### Task to complete
Check each line of the material. Copy those containing "with".
►
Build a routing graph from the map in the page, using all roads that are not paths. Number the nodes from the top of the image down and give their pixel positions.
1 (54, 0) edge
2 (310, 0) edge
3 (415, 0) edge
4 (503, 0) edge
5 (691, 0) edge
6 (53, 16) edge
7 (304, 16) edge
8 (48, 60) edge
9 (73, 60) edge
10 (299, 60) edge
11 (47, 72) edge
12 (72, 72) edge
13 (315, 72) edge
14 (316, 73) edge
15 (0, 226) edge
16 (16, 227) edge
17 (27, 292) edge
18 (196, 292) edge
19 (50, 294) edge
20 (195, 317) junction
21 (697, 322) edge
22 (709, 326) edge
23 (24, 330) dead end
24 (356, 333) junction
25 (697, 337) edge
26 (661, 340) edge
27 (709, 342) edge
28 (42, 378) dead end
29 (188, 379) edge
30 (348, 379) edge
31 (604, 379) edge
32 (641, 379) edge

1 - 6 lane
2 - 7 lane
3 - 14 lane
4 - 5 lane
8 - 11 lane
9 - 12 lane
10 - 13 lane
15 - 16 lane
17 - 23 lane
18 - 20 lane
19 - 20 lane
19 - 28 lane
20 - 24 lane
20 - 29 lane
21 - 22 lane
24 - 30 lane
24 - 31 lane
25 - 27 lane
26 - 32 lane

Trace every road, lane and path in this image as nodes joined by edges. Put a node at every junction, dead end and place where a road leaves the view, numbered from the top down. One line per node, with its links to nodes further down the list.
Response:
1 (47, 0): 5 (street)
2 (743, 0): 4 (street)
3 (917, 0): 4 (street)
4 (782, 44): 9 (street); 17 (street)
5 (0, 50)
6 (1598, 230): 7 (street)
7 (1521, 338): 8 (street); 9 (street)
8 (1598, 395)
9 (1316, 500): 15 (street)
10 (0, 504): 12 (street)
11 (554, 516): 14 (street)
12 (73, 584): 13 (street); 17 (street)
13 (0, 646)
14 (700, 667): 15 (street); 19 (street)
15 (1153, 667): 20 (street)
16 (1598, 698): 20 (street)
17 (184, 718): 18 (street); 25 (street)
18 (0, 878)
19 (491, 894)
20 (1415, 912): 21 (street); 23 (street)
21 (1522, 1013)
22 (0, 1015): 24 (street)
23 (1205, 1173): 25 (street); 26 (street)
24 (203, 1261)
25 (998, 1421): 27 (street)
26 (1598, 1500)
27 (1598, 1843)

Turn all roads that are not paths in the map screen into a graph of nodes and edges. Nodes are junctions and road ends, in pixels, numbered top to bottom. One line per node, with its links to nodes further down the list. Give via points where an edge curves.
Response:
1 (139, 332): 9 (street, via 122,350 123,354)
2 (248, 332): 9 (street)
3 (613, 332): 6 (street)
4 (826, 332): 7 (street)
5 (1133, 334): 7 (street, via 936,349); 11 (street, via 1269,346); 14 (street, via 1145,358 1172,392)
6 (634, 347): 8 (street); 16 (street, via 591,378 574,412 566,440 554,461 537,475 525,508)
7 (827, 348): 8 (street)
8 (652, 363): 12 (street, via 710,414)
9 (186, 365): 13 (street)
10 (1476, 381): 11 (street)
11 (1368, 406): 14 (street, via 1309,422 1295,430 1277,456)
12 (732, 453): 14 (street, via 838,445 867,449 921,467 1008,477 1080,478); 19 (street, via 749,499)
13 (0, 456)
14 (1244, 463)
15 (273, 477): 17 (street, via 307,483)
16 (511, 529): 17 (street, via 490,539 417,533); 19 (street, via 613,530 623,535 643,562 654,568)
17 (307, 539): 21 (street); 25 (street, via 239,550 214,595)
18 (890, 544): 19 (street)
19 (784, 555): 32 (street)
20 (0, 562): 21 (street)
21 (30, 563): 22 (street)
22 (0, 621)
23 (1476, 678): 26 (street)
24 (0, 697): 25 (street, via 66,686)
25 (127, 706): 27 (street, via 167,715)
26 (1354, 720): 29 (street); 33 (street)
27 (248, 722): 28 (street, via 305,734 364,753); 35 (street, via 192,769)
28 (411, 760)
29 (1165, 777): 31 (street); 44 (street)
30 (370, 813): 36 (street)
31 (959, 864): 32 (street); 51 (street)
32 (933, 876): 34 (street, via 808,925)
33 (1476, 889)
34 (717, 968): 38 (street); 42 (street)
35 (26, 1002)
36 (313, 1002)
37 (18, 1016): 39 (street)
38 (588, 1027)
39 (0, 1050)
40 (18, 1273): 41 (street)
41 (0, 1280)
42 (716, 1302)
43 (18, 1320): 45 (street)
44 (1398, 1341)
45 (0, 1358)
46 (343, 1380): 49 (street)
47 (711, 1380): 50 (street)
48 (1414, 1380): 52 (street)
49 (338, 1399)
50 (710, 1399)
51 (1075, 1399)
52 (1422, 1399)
◄
### Exercise output
Trace every road, lane and path in this image as nodes joined by edges. Put a node at every junction, dead end and place where a road leaves the view, numbered from the top down. One line per node, with its links to nodes further down the list.
Turn all roads that are not paths in the map screen into a graph of nodes and edges. Nodes are junctions and road ends, in pixels, numbered top to bottom. One line per node, with its links to nodes further down the list. Give via points where an edge curves.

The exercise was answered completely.